Walltime-cudaMemcpy-time: 1 ms

Start Kernel with: 51 blocks, 1 threads per block

GPU-kernel launch time: 1.432000 ms

Walltime-kernel launch time: % ms

Copy back results with size 204

cudaCheckError() with sync failed at kernel_nomm.cu:962 : the launch timed out and was terminated.
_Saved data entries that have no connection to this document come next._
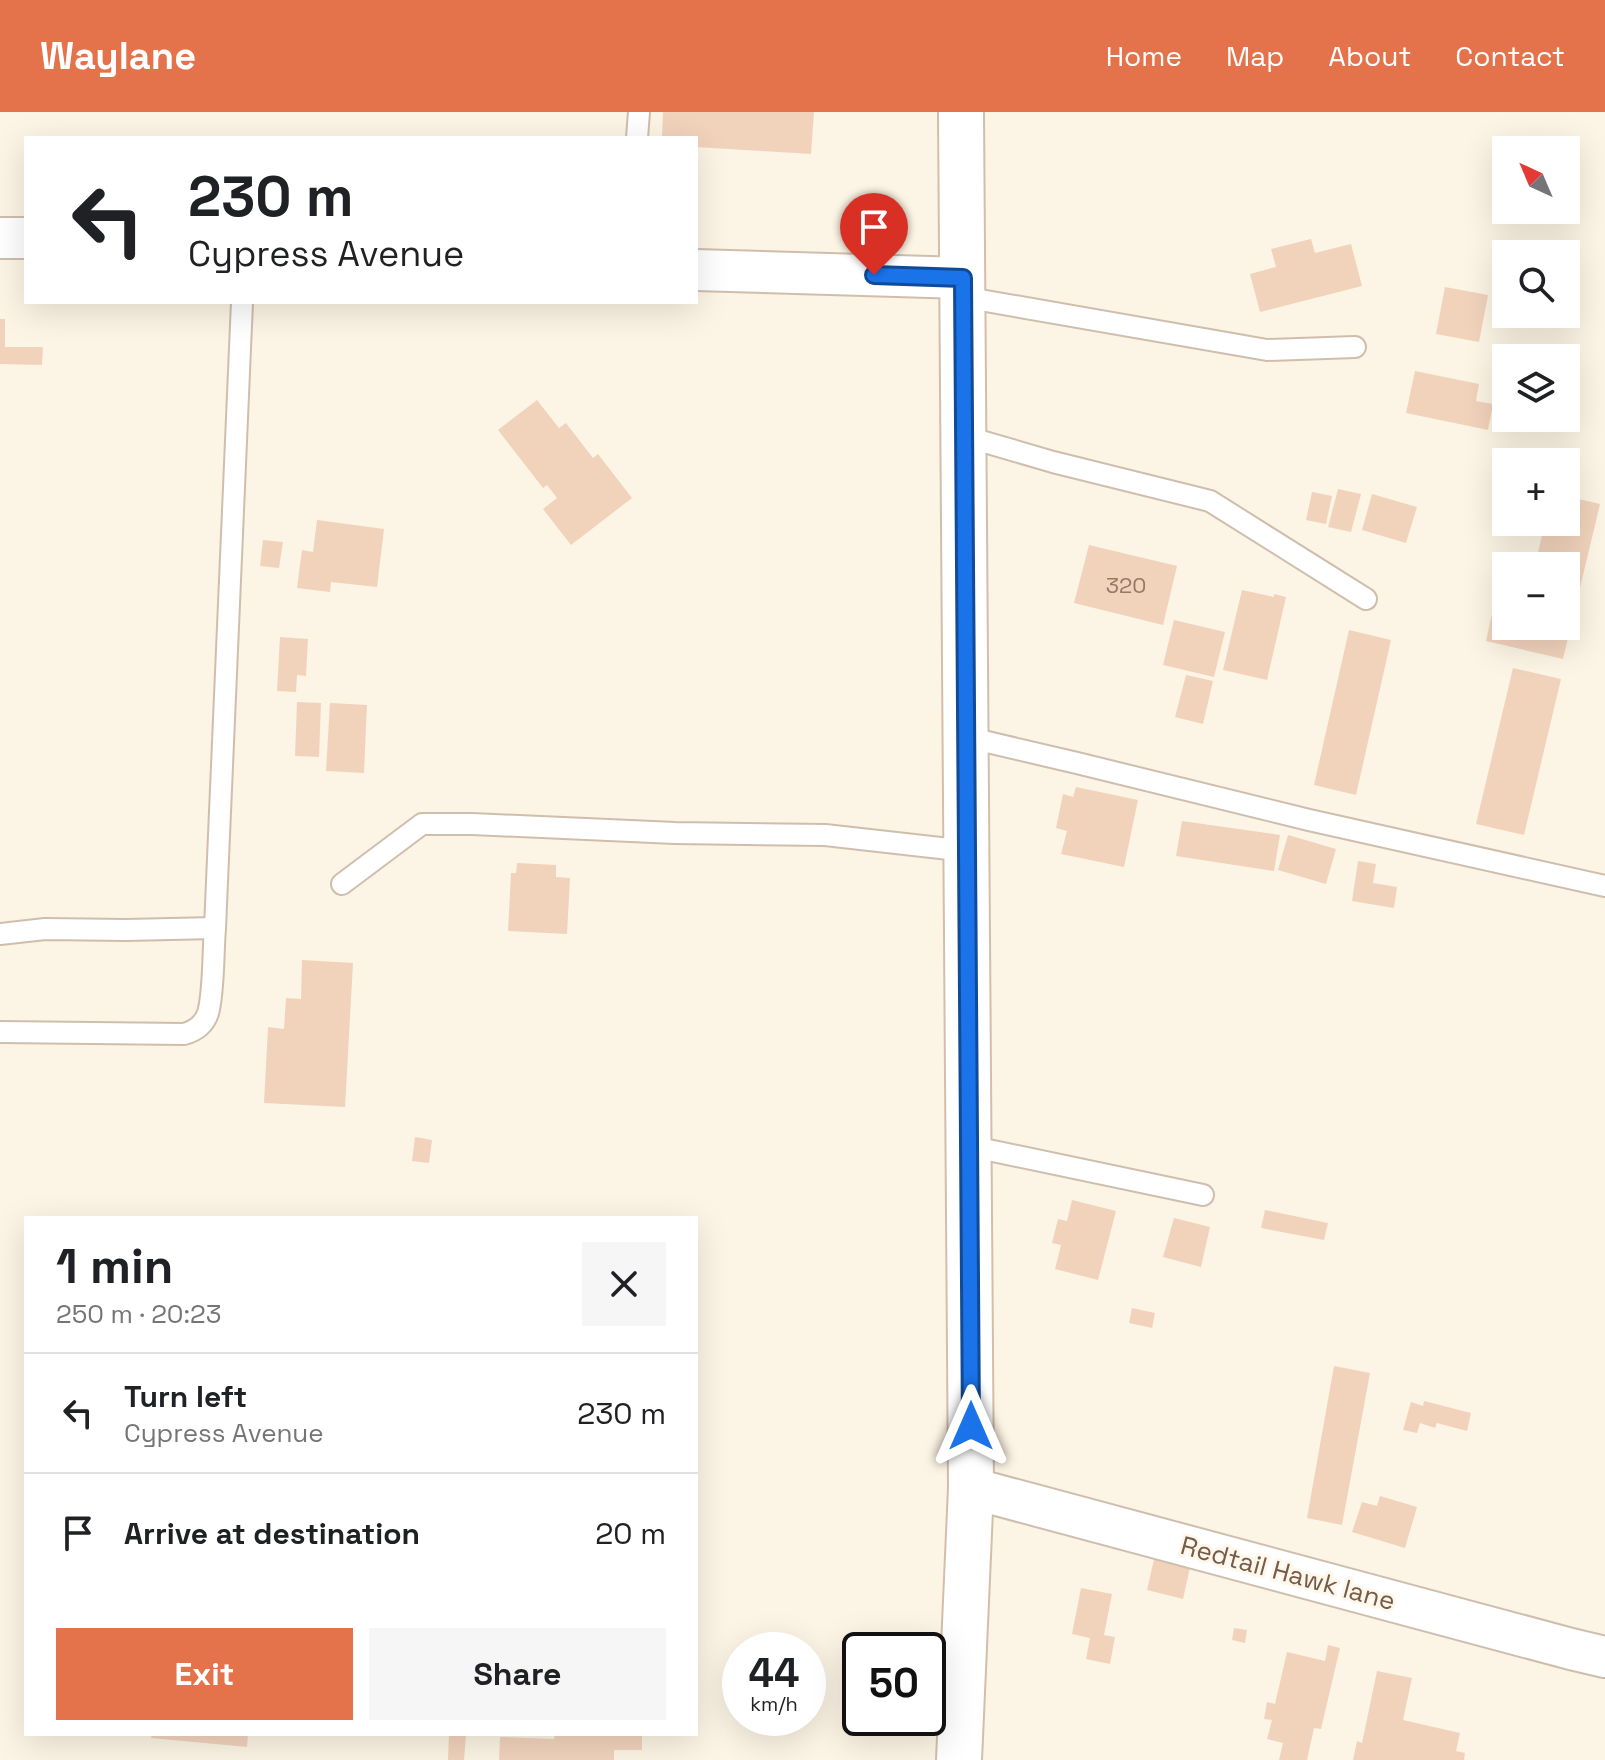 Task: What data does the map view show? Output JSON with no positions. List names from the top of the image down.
{
  "streets": {
    "street": ["Redtail Hawk lane"]
  },
  "house_numbers": ["320"],
  "north": "top left",
  "page": {
    "header": "Waylane",
    "nav": [
      "Home",
      "Map",
      "About",
      "Contact"
    ],
    "map_buttons": ["+", "−"],
    "turn": ["230 m", "Cypress Avenue"],
    "heading": ["1 min", "250 m · 20:23"],
    "list": [
      {
        "name": "Turn left",
        "note": "Cypress Avenue",
        "value": "230 m"
      },
      {
        "name": "Arrive at destination",
        "value": "20 m"
      }
    ],
    "buttons": ["Exit", "Share"],
    "speed": "44 km/h",
    "limit": "50"
  }
}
cudaSafeCall() failed at kernel_nomm.cu:973 : the launch timed out and was terminated

cudaSafeCall() failed at kernel_nomm.cu:974 : the launch timed out and was terminated

cudaSafeCall() failed at kernel_nomm.cu:975 : the launch timed out and was terminated

cudaSafeCall() failed at kernel_nomm.cu:976 : the launch timed out and was terminated

cudaSafeCall() failed at kernel_nomm.cu:977 : the launch timed out and was terminated

cudaCheckError() failed at kernel_nomm.cu:983 : the launch timed out and was terminated.
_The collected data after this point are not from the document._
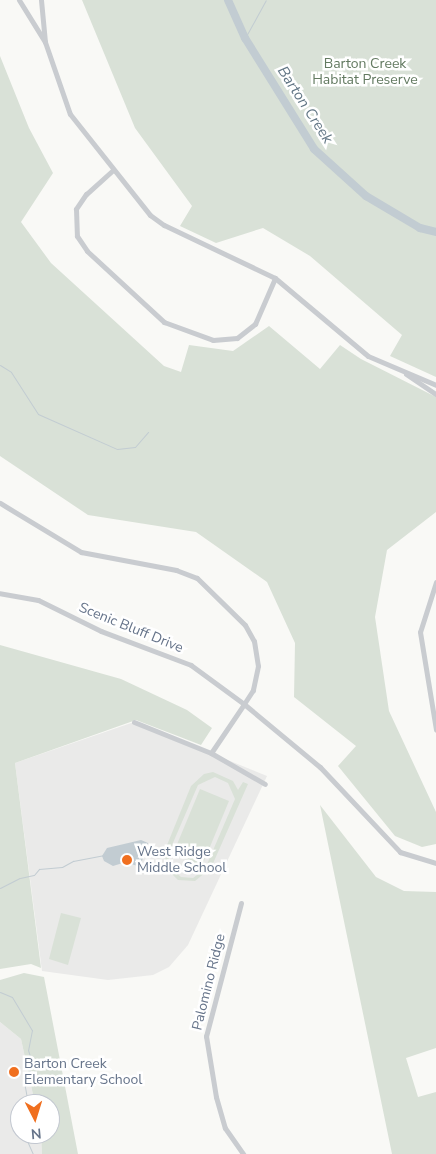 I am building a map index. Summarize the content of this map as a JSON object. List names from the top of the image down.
{
  "streets": {
    "street": ["Scenic Bluff Drive", "Palomino Ridge"]
  },
  "water": ["Barton Creek"],
  "parks": ["Barton Creek Habitat Preserve"],
  "places": ["West Ridge Middle School", "Barton Creek Elementary School"],
  "north": "bottom"
} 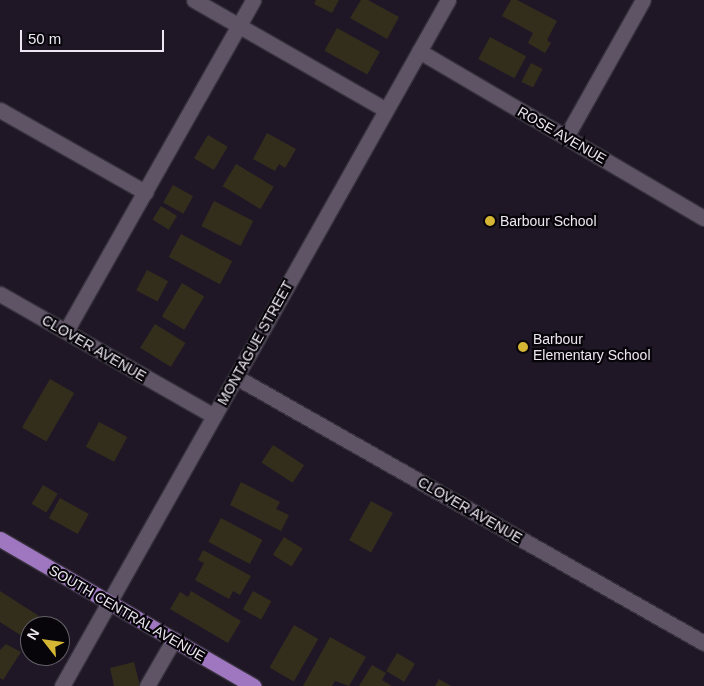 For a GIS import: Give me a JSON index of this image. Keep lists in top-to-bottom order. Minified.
{"streets":{"main road":["SOUTH CENTRAL AVENUE"],"street":["ROSE AVENUE","MONTAGUE STREET","CLOVER AVENUE"]},"crossings":[["ROSE AVENUE","MONTAGUE STREET"],["MONTAGUE STREET","CLOVER AVENUE"],["MONTAGUE STREET","SOUTH CENTRAL AVENUE"]],"places":["Barbour School","Barbour Elementary School"],"scale_bar":"50 m","north":"top left"} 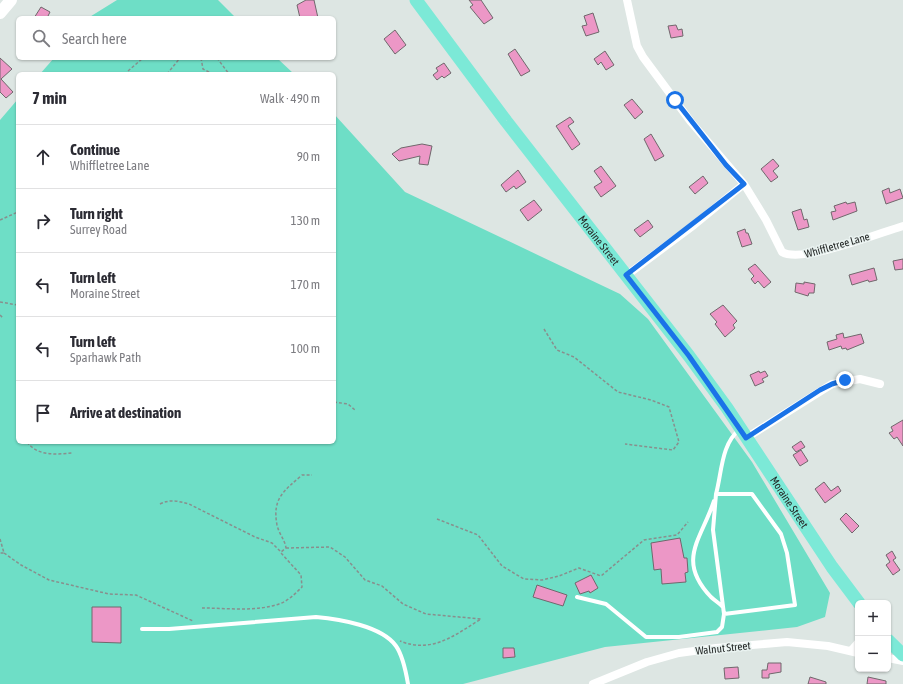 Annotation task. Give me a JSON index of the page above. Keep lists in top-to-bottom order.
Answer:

cudaCheckError() with sync failed at kernel_nomm.cu:983 : the launch timed out and was terminated.

{13} k_resultlist[13] = 958824     //####### the following lines show me that the calculation is done

{5} k_resultlist[5] = 4249841

{19} k_resultlist[19] = 2849230

{34} k_resultlist[34] = 4582962

{24} k_resultlist[24] = 3979632

{7} k_resultlist[7] = 4086913

{42} k_resultlist[42] = 4379768

{32} k_resultlist[32] = 2097232

{20} k_resultlist[20] = 396703

{48} k_resultlist[48] = 3640348

{50} k_resultlist[50] = 4191309

RESULTS: //but on host side, there only zeros

0: 0 

1: 0 

2: 0 

3: 0 

4: 0 

5: 0 

6: 0 

.... //cut for reading purposes

49: 0 

50: 0 

Free CUDA memory

Programruntime: 11295 ms

Bowtie GPU end

Thank you for any suggestions…

Hi, after a code review and a lot of tests the error is related to the input data, so its my own issue.